3. In the 7 thand 8 thextracts from the first published fragment of major Melnichenko’s records one can hear voices similar to those of President Kuchma and Leonid Derkach, the then head of the USS. They speak about opposition editions, in particular, about the newspaper published in Kremenchug by Grigoriy Omelchenko with caricatures of the President. Among other things it was said: ‘Do not you know the proper methods, applied throughout the world?’ and ‘Then what, cannot the security service together with the prosecutor’s office start a criminal case?’ They meant the Kremenchug weekly ‘Informational bulletin’, which supports G. Omelchenko and strictly opposes Leonid Kuchma. Indeed, the newspaper underwent strong pressure. There was an attempt to start a criminal case against the newspaper, printing shops, one after another, not only in the Poltava oblast, but also in the neighboring regions and the capital, refused to print the bulletin. As Tamara Prosianik, the editor-in-chief of the weekly, affirmed, she was permanently tailed, her phone was wiretapped, and the entire run of the 39 thissue of the bulletin was confiscated from a Kyivan printing shop by USS officers. Frankly speaking, I did not believe Tamara Prosianik at first, since her accusations of the USS looked quite fantastic. Yet, I had an opportunity to be convinced, when the next run of the weekly was also confiscated by USS officers in the same fashion, but in another place. Certainly, these episodes should be investigated.

It should be noted that nowadays both parliamentary and non-parliamentary control over the legality of activities of the USS and other law-enforcing organs is extremely weak, and it remains to hope for the personal qualities of the heads of these organs. We shall hope that now, when Vladimir Radchenko, who tried his best not to meddle the USS into political struggle, returned to his post, the security service will act according to laws.

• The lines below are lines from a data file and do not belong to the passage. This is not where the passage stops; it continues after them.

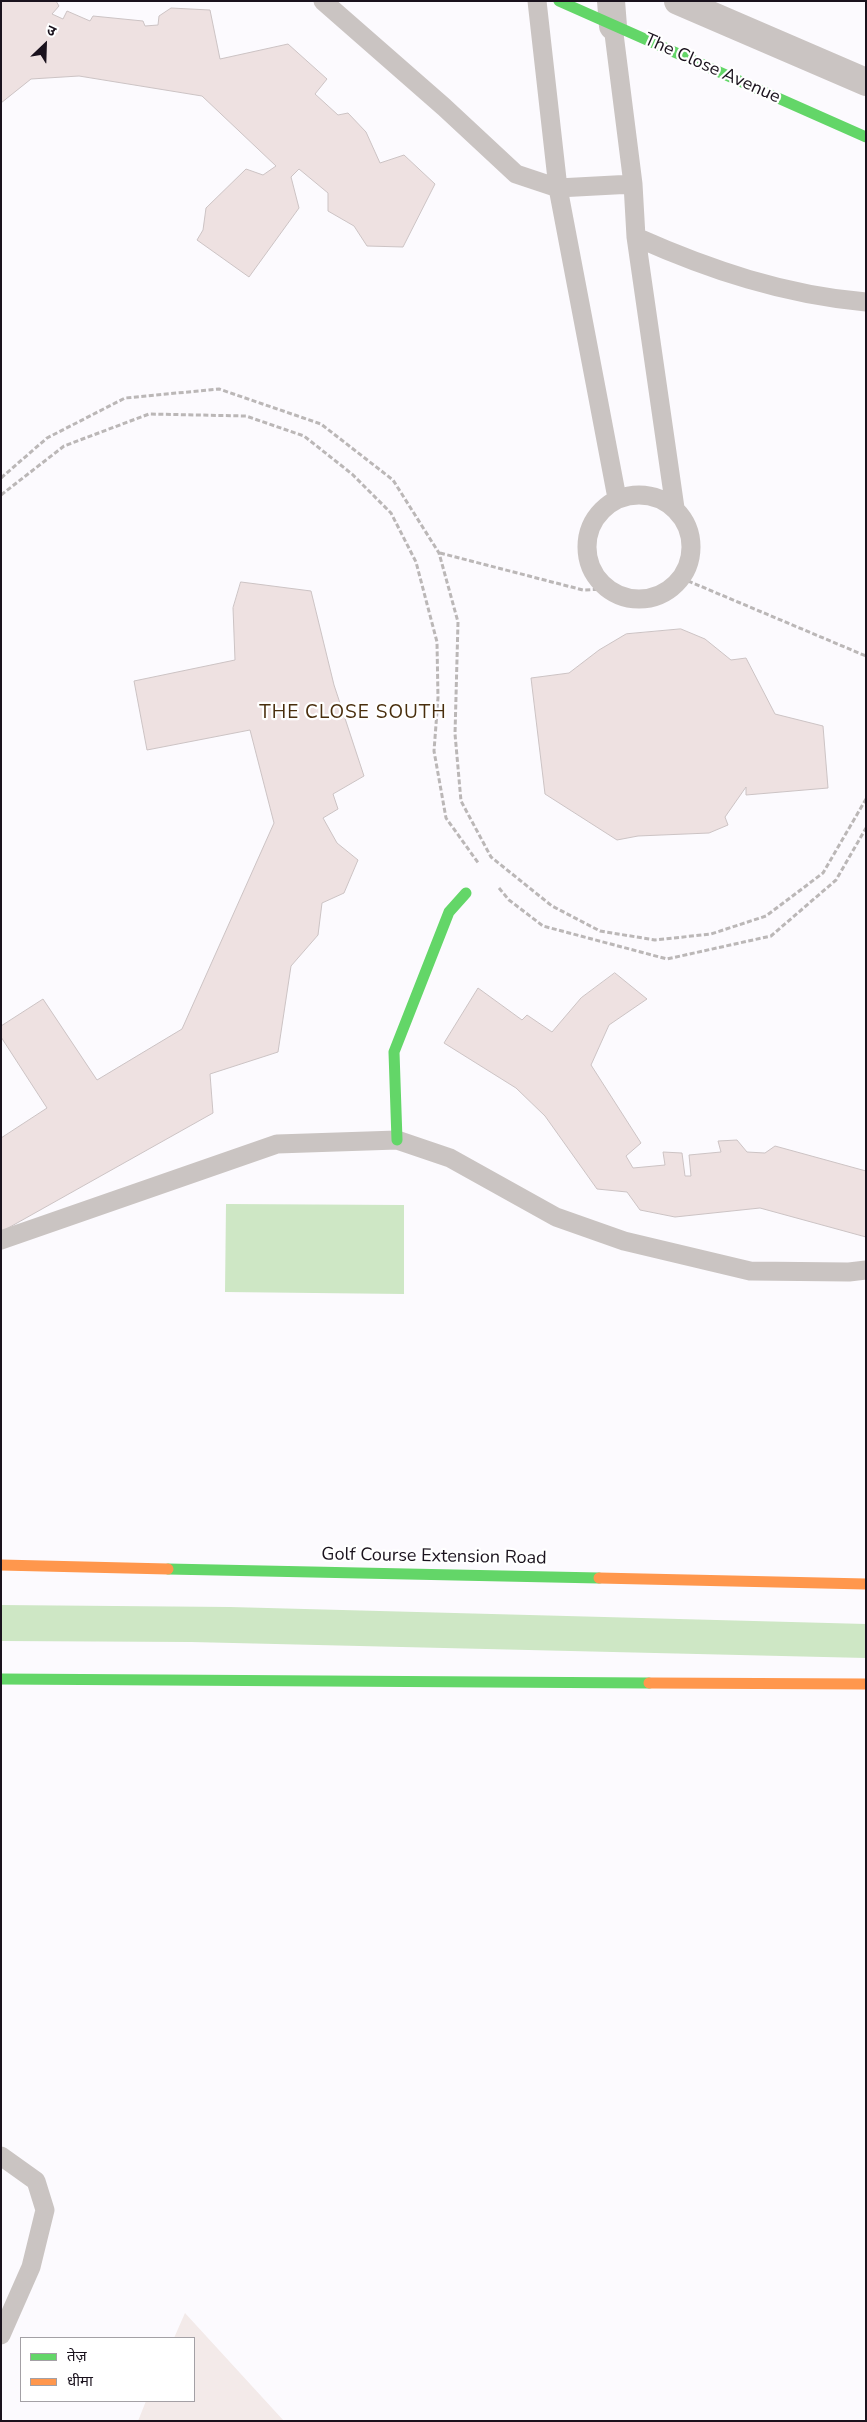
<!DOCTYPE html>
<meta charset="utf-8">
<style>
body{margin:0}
#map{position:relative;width:867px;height:2422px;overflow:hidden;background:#fcfafe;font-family:"Nunito Sans","Noto Sans Devanagari",sans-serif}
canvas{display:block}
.frame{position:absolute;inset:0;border:2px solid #1a121d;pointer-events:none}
.legend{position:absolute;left:20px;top:2337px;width:175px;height:65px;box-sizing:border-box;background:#fff;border:1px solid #a3a0a5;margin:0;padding:6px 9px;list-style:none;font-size:15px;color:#1a121d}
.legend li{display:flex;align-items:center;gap:10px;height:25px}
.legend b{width:25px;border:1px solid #a3a0a5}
.north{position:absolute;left:20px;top:20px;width:50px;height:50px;-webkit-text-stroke:4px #fff;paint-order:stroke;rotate:24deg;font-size:14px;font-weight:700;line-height:20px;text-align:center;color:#1a121d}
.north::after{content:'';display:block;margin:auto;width:18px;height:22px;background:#1a121d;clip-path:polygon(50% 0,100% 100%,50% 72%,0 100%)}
</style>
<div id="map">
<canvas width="867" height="2422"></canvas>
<div class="frame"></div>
<ul class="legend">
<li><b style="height:6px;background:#63d668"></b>तेज़</li>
<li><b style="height:6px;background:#ff974d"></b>धीमा</li>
</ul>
<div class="north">उ</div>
</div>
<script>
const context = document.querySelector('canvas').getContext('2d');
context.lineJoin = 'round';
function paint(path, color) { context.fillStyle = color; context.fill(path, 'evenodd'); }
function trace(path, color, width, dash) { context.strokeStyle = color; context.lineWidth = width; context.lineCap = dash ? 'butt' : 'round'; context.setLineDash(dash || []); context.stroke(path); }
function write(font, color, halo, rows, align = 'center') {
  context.font = font + ' "Nunito Sans",sans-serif'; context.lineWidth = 4.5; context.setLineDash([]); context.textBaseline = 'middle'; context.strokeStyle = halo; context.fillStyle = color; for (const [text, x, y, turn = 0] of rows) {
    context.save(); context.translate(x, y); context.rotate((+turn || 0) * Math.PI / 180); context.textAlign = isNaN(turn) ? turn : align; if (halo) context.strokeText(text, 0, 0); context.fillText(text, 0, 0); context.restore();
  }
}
const commercial = new Path2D(`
 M 185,2313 L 284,2421 L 138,2421 L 146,2401 L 194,2401 L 194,2338 L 174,2338 Z`);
const green = new Path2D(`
 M 226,1204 L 404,1205 L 404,1294 L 225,1292 Z
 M 1,1605 L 230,1607 L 866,1624 L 866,1658 L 191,1642 L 1,1641 Z`);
const building = new Path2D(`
 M 1,1 L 56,1 L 59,6 L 52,14 L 63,19 L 67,11 L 90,21 L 93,16 L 143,21 L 145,26 L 158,25 L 159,16 L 171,8 L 210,10 L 220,59 L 288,44 L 327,79 L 315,94 L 338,115 L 348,113 L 366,132 L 380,163 L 404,155 L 435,184 L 403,247 L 367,246 L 354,226 L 328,211 L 328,193 L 299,169 L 291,177 L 299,208 L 249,277 L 197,240 L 203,230 L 206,208 L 246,169 L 263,175 L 276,166 L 202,96 L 79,76 L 31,79 L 1,103 Z
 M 241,582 L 311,591 L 334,685 L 364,776 L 333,794 L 338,809 L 323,818 L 337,843 L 358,860 L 344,893 L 322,903 L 318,935 L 291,966 L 278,1052 L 210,1074 L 213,1113 L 1,1232 L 1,1138 L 47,1108 L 1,1037 L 1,1026 L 43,999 L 97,1080 L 182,1029 L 274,823 L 250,730 L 147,750 L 134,681 L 235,660 L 233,608 Z
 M 681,629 L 705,639 L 731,660 L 746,658 L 775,714 L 823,726 L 828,788 L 746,795 L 746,787 L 725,817 L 728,825 L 709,833 L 638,836 L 617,840 L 545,794 L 531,678 L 569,673 L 599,650 L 626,634 Z
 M 615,973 L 647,999 L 609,1025 L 591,1065 L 641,1143 L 626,1156 L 633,1168 L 665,1165 L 663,1152 L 682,1153 L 685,1176 L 691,1176 L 689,1155 L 721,1152 L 718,1141 L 737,1140 L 747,1152 L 765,1153 L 775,1146 L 866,1171 L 866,1237 L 760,1208 L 675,1217 L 640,1210 L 627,1192 L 597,1189 L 545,1116 L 516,1088 L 444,1043 L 478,988 L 522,1020 L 527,1015 L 552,1032 L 581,998 Z`);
const path = new Path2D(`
 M 1,478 L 47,438 L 125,398 L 219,389 L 321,424 L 393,480 L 439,553 L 458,622 L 455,734 L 461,801 L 491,857 L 552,906 L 600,931 L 655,940 L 711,934 L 766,916 L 823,873 L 866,799
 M 1,495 L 64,446 L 149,414 L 246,416 L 304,436 L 352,474 L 391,513 L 416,562 L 437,642 L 438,698 L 434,751 L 446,818 L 479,864
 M 440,553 L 583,590 L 608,589
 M 681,578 L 866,656
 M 499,888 L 509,900 L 543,926 L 667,959 L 771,936 L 836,880 L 866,828`);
const lane = new Path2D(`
 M 323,1 L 444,107 L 516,174 L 558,188 L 633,184
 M 537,1 L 558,188 L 617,498
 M 613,26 L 633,184 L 636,237 L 675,508
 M 636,237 C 710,270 785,295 866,302
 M587 547a52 52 0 1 1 104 0a52 52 0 1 1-104 0Z
 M 1,1240 L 277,1144 L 397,1140 L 450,1158 L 556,1217 L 624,1241 L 750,1271 L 849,1272 L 866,1270
 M 1,2156 L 36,2181 L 45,2210 L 31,2267 L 1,2335`);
const street = new Path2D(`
 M 611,1 L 613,26
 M 678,1 L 866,82`);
const fast = new Path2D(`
 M 559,1 L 866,137
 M 397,1140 L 394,1052 L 449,912 L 466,893
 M 168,1569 L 599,1578
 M 1,1679 L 649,1683`);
const slow = new Path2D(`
 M 1,1565 L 168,1569
 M 599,1578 L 866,1584
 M 649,1683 L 866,1684`);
const streetNames = [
 ["The Close Avenue",712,69,24],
 ["Golf Course Extension Road",434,1557,1]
];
const neighbourhoodNames = [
 ["THE CLOSE SOUTH",353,713]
];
paint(commercial, '#f3eae9');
paint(green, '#cee7c5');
paint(building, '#eee1e1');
trace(building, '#ccc3c4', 1);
trace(path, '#bbb7b7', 3, [5, 2.5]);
trace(lane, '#cac4c2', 19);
trace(street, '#cac4c2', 28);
trace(fast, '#63d668', 11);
trace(slow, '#ff974d', 11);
write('18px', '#1a121d', '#fff', streetNames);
context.letterSpacing = '1px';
write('19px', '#492e0d', '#fff', neighbourhoodNames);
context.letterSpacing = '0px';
</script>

To sum up, it is difficult to give an unambiguous answer to the question of the heading. The society is split: the majority, caring about their personal prosperity and relative freedom, prefer not to notice the persecutions of the President’s opponents, the minority, in its turn, does not want to put up with it. Yet, both the opposition, as well as the President, does not want to use laws, it prefers to use political technologies, its activities are frequently senseless and destructive. The opposition’s motto is the Voltaire’s appeal: ‘Crush the serpent!’, but the present status quo is determined not only with personal qualities of Leonid Kuchma. In my opinion, the main task of the society must become the change of the present political and legal system, the main principles of which are irresponsible behavior and absence of control, which makes possible to grow monsters out of political leaders. Yet, the change of the political and legal system only will not be worthwhile, until we understand that our main enemy sometimes are we ourselves, and that the moral and transparent policy must become the everyday routine. Only then, I think our society will have the right to be called respectful.